I am somewhat disturbed by the whole 16-word fiasco. Oh, not because I think our President "misleaded" us in any way. Bush strikes me as an upfront, honest leader. A politician to be sure, but as guileless a one as possible (which has its own disturbing foreign-policy implications). No, I don't think he lied. The stakes are simply too high in a SOTU to mess around with something they know to be false. What bothers me is the seeming keystone cop quality of our intelligence community. I mean, some guy somewhere forges papers, sells them to the Italians, who then pass the info to the British, who then give it to the Americans. What was this, a game of telephone? And no one bothers to check out the original source before okaying it for the President?
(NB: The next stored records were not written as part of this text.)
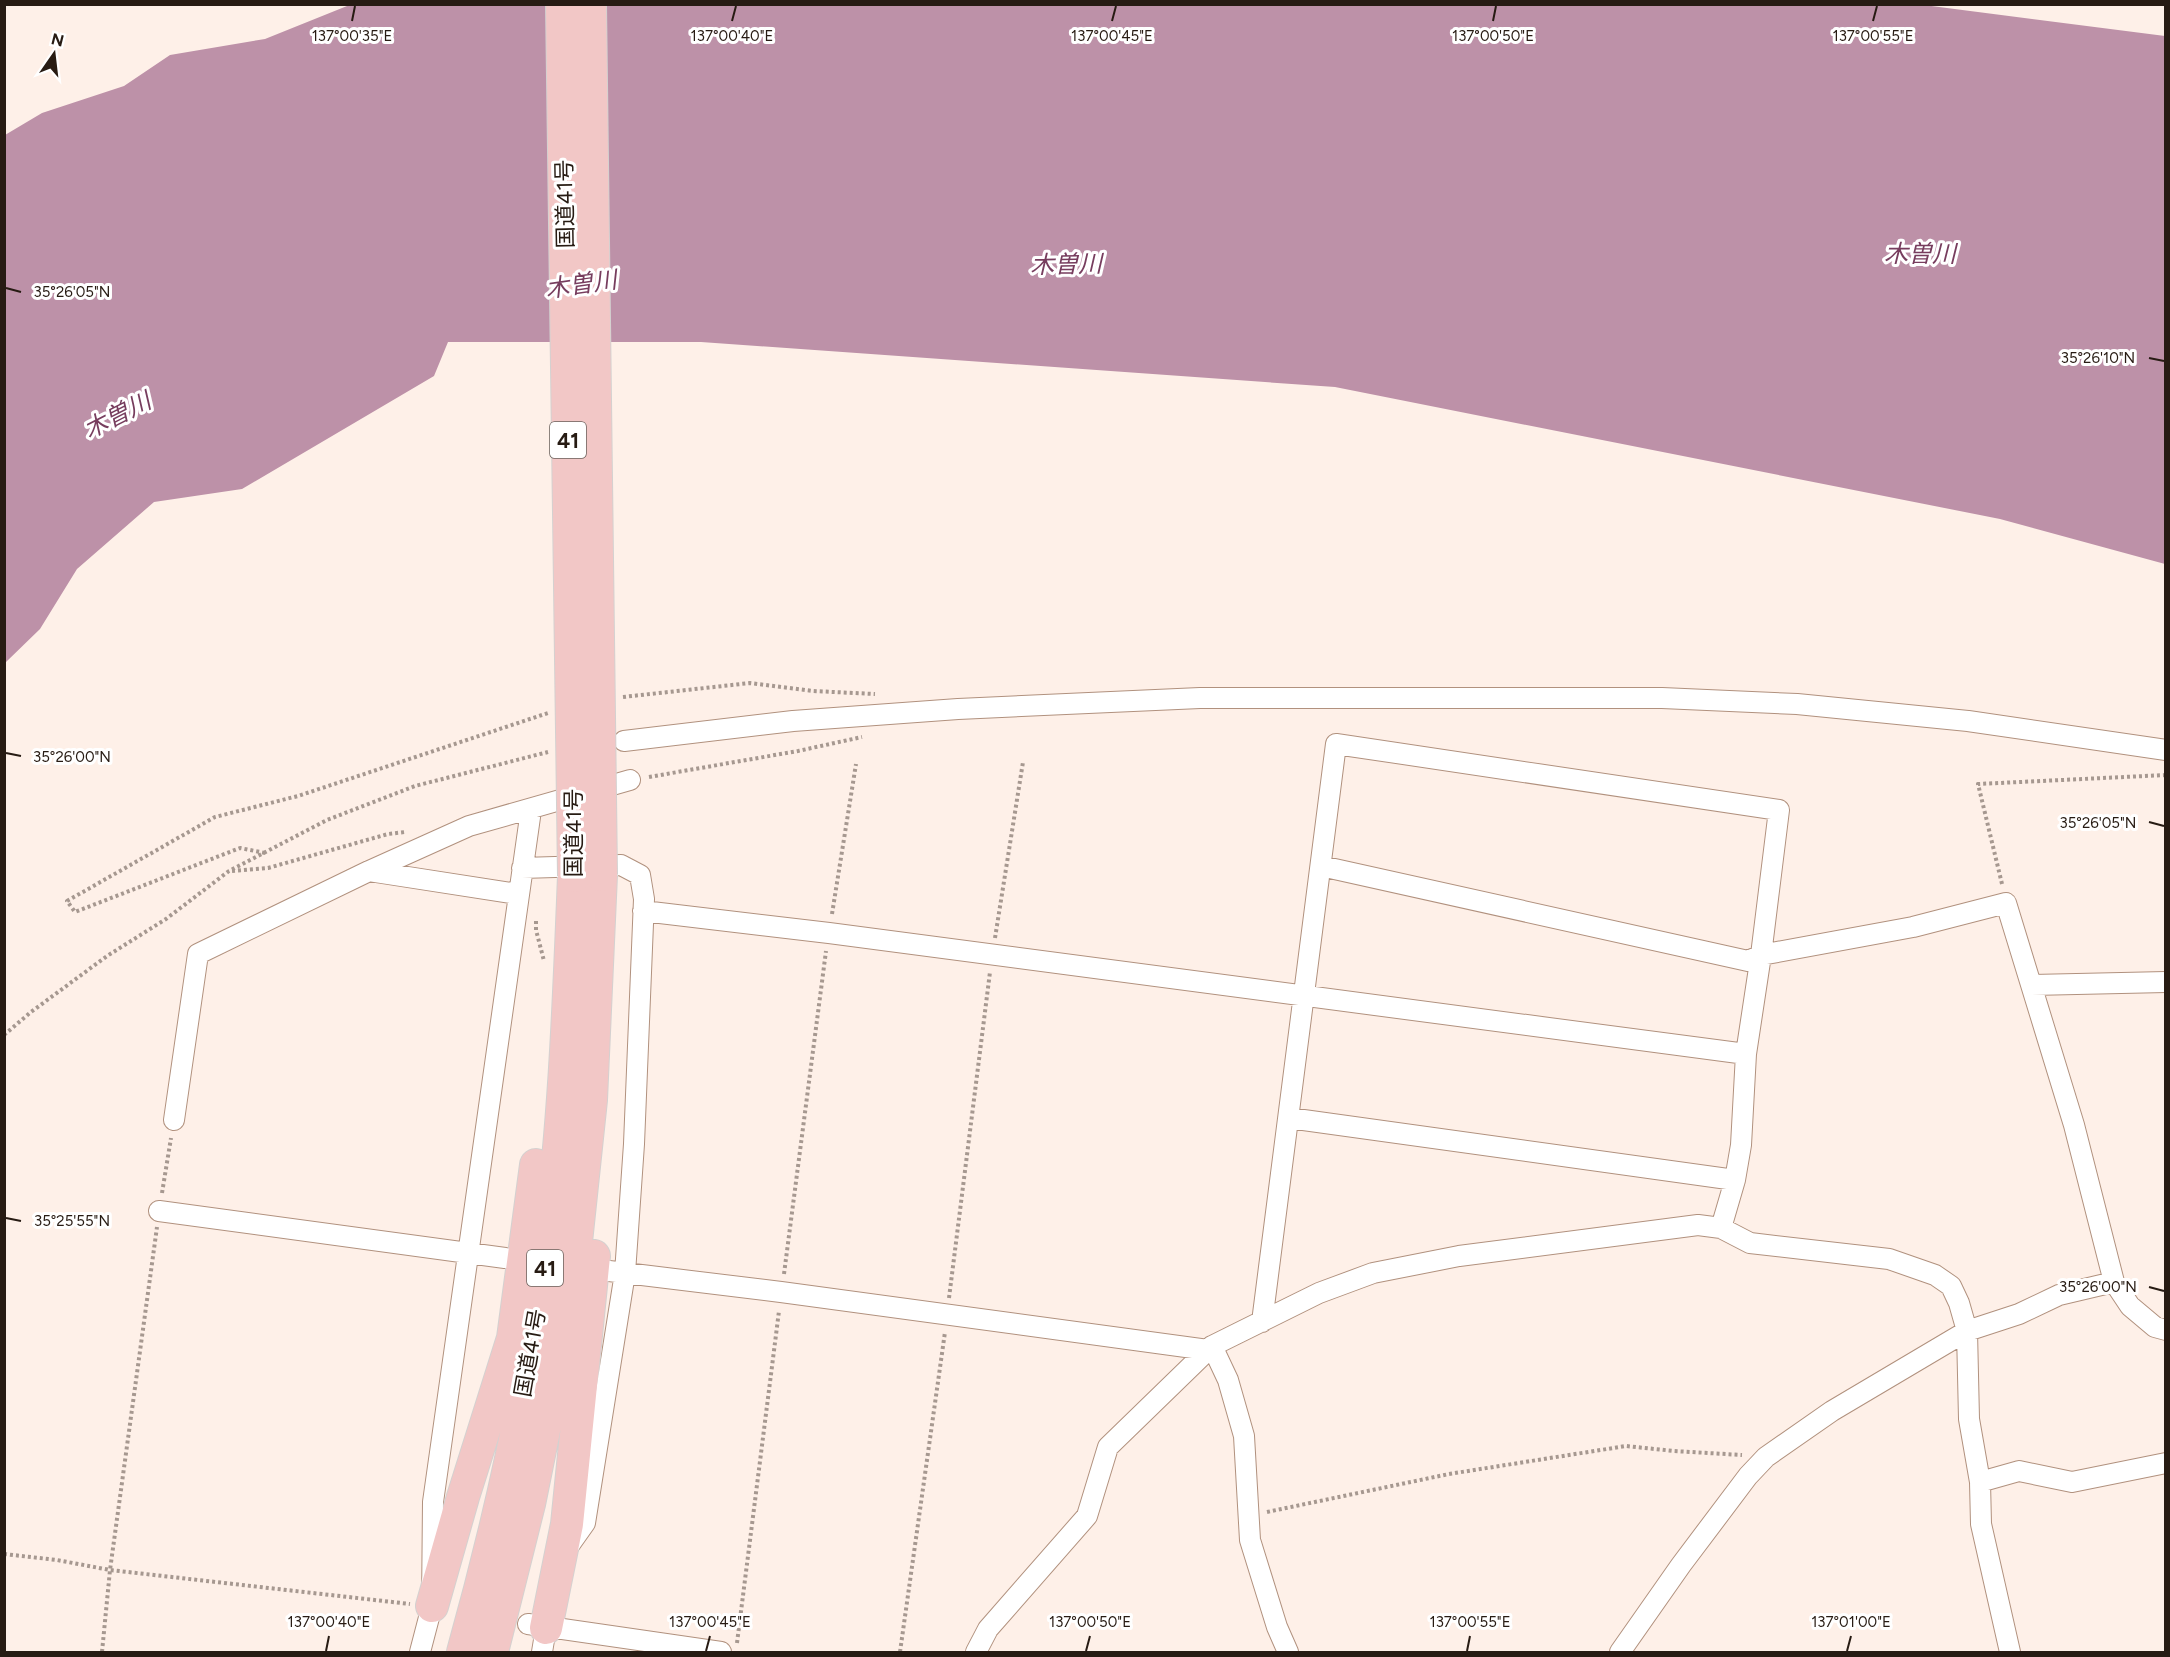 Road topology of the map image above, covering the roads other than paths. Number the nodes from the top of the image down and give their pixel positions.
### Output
1 (562, 4) edge
2 (590, 4) edge
3 (624, 741) dead end
4 (2166, 750) edge
5 (630, 780) road end
6 (531, 810) junction
7 (1321, 866) junction
8 (522, 868) junction
9 (369, 871) junction
10 (587, 876) junction
11 (518, 894) junction
12 (643, 911) junction
13 (571, 951) junction
14 (1761, 955) junction
15 (2166, 982) edge
16 (2031, 985) junction
17 (1304, 995) junction
18 (1746, 1054) junction
19 (591, 1100) junction
20 (1289, 1118) junction
21 (174, 1120) road end
22 (1735, 1180) junction
23 (159, 1211) road end
24 (1721, 1228) junction
25 (468, 1254) junction
26 (504, 1258) dead end
27 (617, 1272) junction
28 (2114, 1282) junction
29 (1262, 1322) junction
30 (2166, 1330) edge
31 (1967, 1331) junction
32 (1210, 1348) junction
33 (2166, 1463) edge
34 (1980, 1482) junction
35 (560, 1559) junction
36 (432, 1606) junction
37 (539, 1635) edge
38 (420, 1653) edge
39 (464, 1653) edge
40 (492, 1653) edge
41 (721, 1653) edge
42 (976, 1653) edge
43 (1288, 1653) edge
44 (1620, 1653) edge
45 (2010, 1653) edge

1 - 10 highway, 国道41号 / 41, bridge
2 - 10 highway, 国道41号 / 41, bridge
3 - 4 street
5 - 6 street
6 - 8 street
6 - 9 street
7 - 14 street
7 - 14 street
7 - 17 street
8 - 11 street
8 - 12 street
9 - 11 street
9 - 21 street
10 - 13 highway, 国道41号 / 41
10 - 19 highway, 国道41号 / 41
11 - 25 street
12 - 17 street
12 - 27 street
13 - 36 highway
13 - 39 highway, 国道41号 / 41
14 - 16 street
14 - 18 street
15 - 16 street
16 - 28 street
17 - 18 street
17 - 20 street
18 - 22 street
19 - 35 highway
19 - 40 highway, 国道41号 / 41
20 - 22 street
20 - 29 street
22 - 24 street
23 - 25 street
24 - 29 street
24 - 31 street
25 - 26 street
25 - 36 street
27 - 32 street
27 - 35 street
28 - 30 street
28 - 31 street
29 - 32 street
31 - 34 street
31 - 44 street
32 - 42 street
32 - 43 street
33 - 34 street
34 - 45 street
35 - 37 highway
36 - 38 street
37 - 41 street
And, please, stop talking to me about the White House skewing information. I fully believe that the beaurocrats in the CIA can cover their asses with the best of 'em. And they probably feather their analysis with, "absent other factors...," or "in view of available intelligence...." To get a piece of intelligence with no caveats is going to be impossible.



Tuesday, July 15, 2003
 
You know, once again I was reading the NRO, specfically Jay Nordlinger's Impromptus today, and Jay is incensed at something Joe Lieberman did, which is fine. But he started in on Michigan's affirmative action programs. He wrote
"Consider: When Ward Connerly announced that he would invite Michigan voters to renounce racial preferences, Lieberman said, "This is a divisive and destructive act, and people of all political persuasions should condemn it as such." This, of course, stands truth on its head: It's the racial discrimination — "reverse" or not — that is dividing and destroying. What Connerly stands for is the good old liberalism, whereby you judge people by the content of their character, not by the color of their skin, and you uphold equality of opportunity and equality under the law — the Civil Rights Act and all that square stuff. Haven't we learned, at this point, that judging and hiring and admitting and promoting on the basis of skin color is, in fact, divisive and destructive? (And un-American?)"
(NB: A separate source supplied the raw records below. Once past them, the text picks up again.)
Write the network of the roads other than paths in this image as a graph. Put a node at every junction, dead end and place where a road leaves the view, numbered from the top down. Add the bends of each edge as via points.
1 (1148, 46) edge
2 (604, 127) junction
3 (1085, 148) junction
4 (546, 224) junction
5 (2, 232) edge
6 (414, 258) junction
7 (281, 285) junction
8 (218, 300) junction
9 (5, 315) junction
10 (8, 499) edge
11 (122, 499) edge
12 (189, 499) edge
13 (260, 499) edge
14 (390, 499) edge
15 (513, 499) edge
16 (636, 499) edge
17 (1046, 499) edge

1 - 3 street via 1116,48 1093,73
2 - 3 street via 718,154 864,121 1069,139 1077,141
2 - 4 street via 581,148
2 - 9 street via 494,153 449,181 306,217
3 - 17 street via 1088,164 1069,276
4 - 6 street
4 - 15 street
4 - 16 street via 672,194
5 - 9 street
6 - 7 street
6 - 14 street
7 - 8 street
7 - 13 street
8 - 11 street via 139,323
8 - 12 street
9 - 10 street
No, it's not. And I hate when conservatives quote Martin Luther King, Jr. I'm all in favor of judging solely by the content of character. I just don't think that everyone is there yet. MLK dreamed of a day. But I think even he would say that the day hasn't arrived. Until then, as I've said, we need disparity of result to offset disparity of process.



Friday, July 11, 2003
 
I know I'm supposed to be thinking about composing a magnum opus, but I read this and just had to comment:
A political science instructor at Santa Rosa Junior College is being investigated by the Secret Service for telling his students to compose an e- mail to an elected official that included the words "kill the president, kill the president," a school administrator said Wednesday.

Michael Ballou, a part-time lecturer who teaches an "Introduction to U.S. Government" course at the college's Petaluma campus, intended the assignment to be an "experiential exercise that would instill a sense of fear so they would have a better sense of why more people don't participate in the political process," said Doug Garrison, the vice president and executive dean of the Petaluma campus.

However, it "clearly is a violation of our board policies," said Garrison, who learned of the incident on Monday from campus police officials and immediately summoned Ballou to his office for an explanation. He said Ballou was continuing to teach his classes while the matter was under investigation by the Secret Service.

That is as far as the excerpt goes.